This restriction only applies if you initialized the properties of an element in a derived class, so the first workaround is to simply declare these properties and then initialize them in the constructor of the derived class.
In other words, you can change:
class CcDerived extends CcDefinition { y = 10; constructor (json: string); constructor (someVar: boolean, someOtherVar: number, someAdditionalVar: string); constructor (jsonOrSomeVar: any, someOtherVar?: number, someAdditionalVar?: string) { if (typeof jsonOrSomeVar=== "string") { super(jsonOrSomeVar); } else { super(someOtherVar, someAdditionalVar); } } }
:
class CcDerived extends CcDefinition { // Some additional properties here y: number; constructor (json: string); constructor (someVar: boolean, someOtherVar: number, someAdditionalVar: string); constructor (jsonOrSomeVar: any, someOtherVar?: number, someAdditionalVar?: string) { this.y = 10; if (typeof jsonOrSomeVar=== "string") { super(jsonOrSomeVar); } else { super(someOtherVar, someAdditionalVar); } } }
Please note that the initialization order here is approximately the same as in other OOP languages, and you need to be careful not to call virtual methods from constructors, etc.

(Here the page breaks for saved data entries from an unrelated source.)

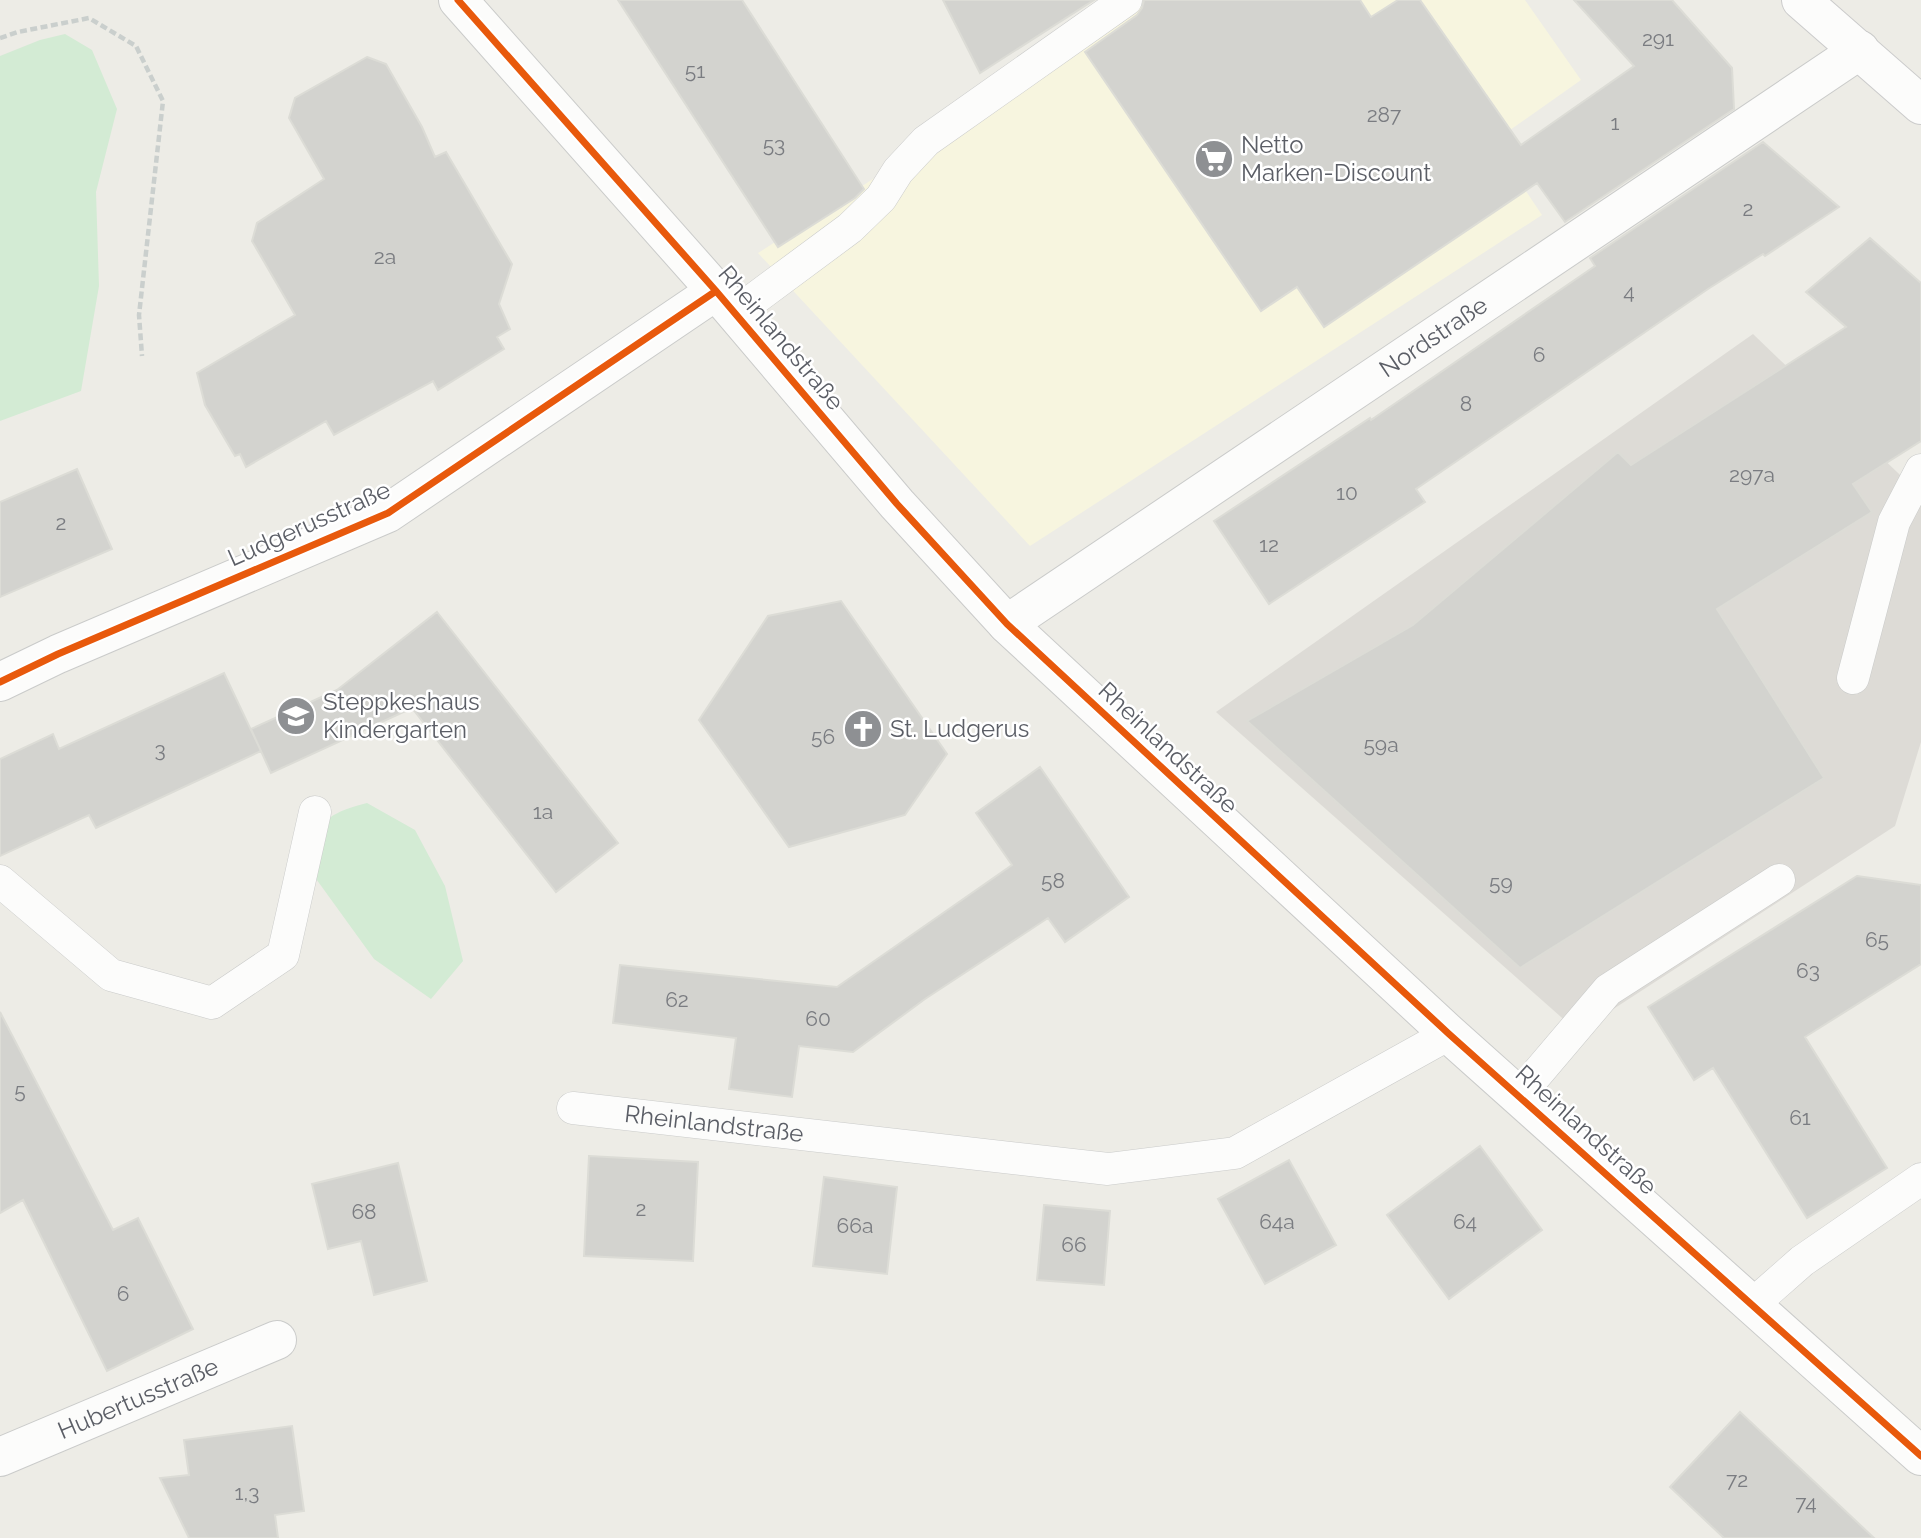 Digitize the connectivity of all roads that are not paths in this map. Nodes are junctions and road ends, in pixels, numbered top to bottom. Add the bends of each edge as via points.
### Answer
1 (458, 0) edge
2 (1126, 0) edge
3 (1801, 0) edge
4 (1860, 50) junction
5 (1921, 105) edge
6 (725, 302) junction
7 (1921, 470) edge
8 (1007, 624) junction
9 (1853, 678) dead end
10 (0, 682) edge
11 (315, 812) dead end
12 (1779, 880) dead end
13 (0, 881) edge
14 (1450, 1034) junction
15 (1519, 1096) junction
16 (573, 1108) dead end
17 (1921, 1180) edge
18 (1752, 1305) junction
19 (276, 1340) dead end
20 (1921, 1456) edge
21 (0, 1457) edge

1 - 6 street, Rheinlandstraße
2 - 6 lane via 926,141 881,198 850,228
3 - 4 street
4 - 5 street
4 - 8 street, Nordstraße
6 - 8 street, Rheinlandstraße via 897,504
6 - 10 street, Ludgerusstraße via 388,513
7 - 9 lane via 1894,522
8 - 14 street, Rheinlandstraße
11 - 13 lane via 283,956 212,1003 111,975
12 - 15 lane via 1608,990
14 - 15 street, Rheinlandstraße
14 - 16 lane, Rheinlandstraße via 1235,1153 1108,1169
15 - 18 street, Rheinlandstraße
17 - 18 lane via 1802,1261
18 - 20 street, Rheinlandstraße
19 - 21 street, Hubertusstraße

If this is too annoying, note that the limitation is simply that the first statement is a super call. You can often reorganize a super call:
class CcDerived extends CcDefinition { constructor (json: string); constructor (someVar: boolean, someOtherVar: number, someAdditionalVar: string); constructor (jsonOrSomeVar: any, someOtherVar?: number, someAdditionalVar?: string) { super( typeof jsonOrSomeVar === 'string' ? jsonOrSomeVar : someOtherVar, typeof jsonOrSomeVar === 'string' ? undefined : someAdditionalVar); } }
Not the most beautiful, but it is at least semantically equivalent. This assumes your base class constructor checks undefined (instead of arguments.length ) to determine which overload has been called.